- [Problem requirements] Scan the entries below for the string "that" and copy every line where it turns up.

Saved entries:
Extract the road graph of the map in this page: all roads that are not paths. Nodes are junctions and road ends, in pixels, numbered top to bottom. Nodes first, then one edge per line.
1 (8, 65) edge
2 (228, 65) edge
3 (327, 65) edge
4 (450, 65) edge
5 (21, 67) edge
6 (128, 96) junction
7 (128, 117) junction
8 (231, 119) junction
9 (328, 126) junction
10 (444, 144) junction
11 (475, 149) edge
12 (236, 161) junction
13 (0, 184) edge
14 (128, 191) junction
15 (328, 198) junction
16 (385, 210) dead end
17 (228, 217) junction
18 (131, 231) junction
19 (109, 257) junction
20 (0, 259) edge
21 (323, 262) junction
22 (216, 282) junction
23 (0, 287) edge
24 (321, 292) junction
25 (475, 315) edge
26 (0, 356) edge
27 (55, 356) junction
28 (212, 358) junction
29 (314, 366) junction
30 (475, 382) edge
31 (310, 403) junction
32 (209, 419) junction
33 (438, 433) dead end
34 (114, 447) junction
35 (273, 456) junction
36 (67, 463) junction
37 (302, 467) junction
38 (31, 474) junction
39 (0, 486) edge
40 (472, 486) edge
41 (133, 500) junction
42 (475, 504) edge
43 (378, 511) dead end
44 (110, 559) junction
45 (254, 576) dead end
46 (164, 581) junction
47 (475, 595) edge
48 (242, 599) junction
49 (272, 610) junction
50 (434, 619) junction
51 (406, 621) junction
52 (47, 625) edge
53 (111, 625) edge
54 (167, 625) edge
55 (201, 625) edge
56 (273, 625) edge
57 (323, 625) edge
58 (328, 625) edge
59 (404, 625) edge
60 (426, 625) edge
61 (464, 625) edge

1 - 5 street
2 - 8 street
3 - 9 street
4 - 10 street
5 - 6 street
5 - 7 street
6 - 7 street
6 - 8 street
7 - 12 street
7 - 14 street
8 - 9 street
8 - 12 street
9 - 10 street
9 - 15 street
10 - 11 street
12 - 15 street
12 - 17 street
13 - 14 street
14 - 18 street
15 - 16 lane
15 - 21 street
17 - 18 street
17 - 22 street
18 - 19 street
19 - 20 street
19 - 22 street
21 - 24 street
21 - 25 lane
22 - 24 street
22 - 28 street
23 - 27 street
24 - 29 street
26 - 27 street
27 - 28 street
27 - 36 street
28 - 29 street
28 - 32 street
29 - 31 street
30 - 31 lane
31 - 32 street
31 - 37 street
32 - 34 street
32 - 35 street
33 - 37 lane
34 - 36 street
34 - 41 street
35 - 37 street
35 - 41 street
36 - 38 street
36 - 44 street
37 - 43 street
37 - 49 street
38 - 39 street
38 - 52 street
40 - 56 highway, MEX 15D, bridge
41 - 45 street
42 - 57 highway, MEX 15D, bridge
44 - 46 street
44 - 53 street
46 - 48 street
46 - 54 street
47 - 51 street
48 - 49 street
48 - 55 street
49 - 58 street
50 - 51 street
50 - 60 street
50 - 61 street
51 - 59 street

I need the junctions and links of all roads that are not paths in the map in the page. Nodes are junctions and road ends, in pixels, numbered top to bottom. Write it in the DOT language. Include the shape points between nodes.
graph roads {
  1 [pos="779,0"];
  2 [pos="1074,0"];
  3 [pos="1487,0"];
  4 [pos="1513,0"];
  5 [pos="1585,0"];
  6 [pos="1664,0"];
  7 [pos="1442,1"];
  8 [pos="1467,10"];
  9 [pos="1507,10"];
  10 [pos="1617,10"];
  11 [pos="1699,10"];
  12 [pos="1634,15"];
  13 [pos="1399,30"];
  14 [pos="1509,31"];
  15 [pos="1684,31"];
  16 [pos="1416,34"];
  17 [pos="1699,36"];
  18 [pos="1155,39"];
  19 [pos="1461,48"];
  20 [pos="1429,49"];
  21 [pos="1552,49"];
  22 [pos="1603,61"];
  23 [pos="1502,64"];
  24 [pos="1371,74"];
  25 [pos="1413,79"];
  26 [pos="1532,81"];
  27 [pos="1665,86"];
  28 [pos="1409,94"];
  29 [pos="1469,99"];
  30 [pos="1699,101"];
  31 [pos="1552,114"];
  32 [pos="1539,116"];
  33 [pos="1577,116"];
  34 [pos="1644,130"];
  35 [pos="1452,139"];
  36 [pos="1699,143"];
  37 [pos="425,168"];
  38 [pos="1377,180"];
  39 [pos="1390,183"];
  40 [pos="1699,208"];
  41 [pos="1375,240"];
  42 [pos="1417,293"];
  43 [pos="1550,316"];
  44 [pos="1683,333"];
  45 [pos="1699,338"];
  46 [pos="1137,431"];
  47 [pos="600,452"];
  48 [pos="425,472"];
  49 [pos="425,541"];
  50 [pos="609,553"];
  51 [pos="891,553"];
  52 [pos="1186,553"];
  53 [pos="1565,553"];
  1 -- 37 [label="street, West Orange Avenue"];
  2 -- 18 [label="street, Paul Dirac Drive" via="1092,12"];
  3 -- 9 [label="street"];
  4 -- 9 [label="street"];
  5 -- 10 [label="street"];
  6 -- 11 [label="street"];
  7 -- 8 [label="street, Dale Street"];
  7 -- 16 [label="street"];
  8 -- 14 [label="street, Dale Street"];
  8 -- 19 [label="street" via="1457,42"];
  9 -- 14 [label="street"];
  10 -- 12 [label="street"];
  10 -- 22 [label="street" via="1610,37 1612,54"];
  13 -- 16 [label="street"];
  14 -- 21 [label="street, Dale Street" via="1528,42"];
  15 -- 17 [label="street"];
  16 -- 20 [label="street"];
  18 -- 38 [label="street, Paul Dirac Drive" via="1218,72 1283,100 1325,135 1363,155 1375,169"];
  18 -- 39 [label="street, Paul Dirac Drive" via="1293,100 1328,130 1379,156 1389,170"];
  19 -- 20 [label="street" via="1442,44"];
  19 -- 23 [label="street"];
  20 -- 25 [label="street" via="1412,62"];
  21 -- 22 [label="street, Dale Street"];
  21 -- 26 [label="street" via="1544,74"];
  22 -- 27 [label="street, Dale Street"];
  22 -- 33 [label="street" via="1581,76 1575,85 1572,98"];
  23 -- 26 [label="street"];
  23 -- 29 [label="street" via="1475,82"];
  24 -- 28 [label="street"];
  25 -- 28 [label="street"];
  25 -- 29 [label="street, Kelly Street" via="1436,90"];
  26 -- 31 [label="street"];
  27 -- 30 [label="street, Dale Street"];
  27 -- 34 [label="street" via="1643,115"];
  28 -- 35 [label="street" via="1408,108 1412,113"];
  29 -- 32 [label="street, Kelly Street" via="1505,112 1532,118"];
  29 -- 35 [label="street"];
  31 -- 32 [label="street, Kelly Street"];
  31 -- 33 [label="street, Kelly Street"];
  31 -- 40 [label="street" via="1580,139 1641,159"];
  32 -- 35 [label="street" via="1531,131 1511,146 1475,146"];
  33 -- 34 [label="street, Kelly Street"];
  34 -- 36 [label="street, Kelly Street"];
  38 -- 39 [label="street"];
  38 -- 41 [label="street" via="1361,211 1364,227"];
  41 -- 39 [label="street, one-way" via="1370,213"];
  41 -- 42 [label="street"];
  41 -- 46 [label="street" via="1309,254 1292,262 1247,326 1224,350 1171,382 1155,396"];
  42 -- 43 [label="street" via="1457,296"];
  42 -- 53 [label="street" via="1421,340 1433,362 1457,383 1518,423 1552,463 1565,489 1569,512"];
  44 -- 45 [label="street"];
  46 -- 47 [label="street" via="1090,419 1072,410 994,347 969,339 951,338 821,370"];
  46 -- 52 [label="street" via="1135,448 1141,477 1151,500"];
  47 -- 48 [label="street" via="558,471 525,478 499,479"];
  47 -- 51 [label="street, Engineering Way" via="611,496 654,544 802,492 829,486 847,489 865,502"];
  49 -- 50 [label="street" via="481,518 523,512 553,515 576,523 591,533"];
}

- [Reply to the task]
Extract the road graph of the map in this page: all roads that are not paths. Nodes are junctions and road ends, in pixels, numbered top to bottom. Nodes first, then one edge per line.
I need the junctions and links of all roads that are not paths in the map in the page. Nodes are junctions and road ends, in pixels, numbered top to bottom. Write it in the DOT language. Include the shape points between nodes.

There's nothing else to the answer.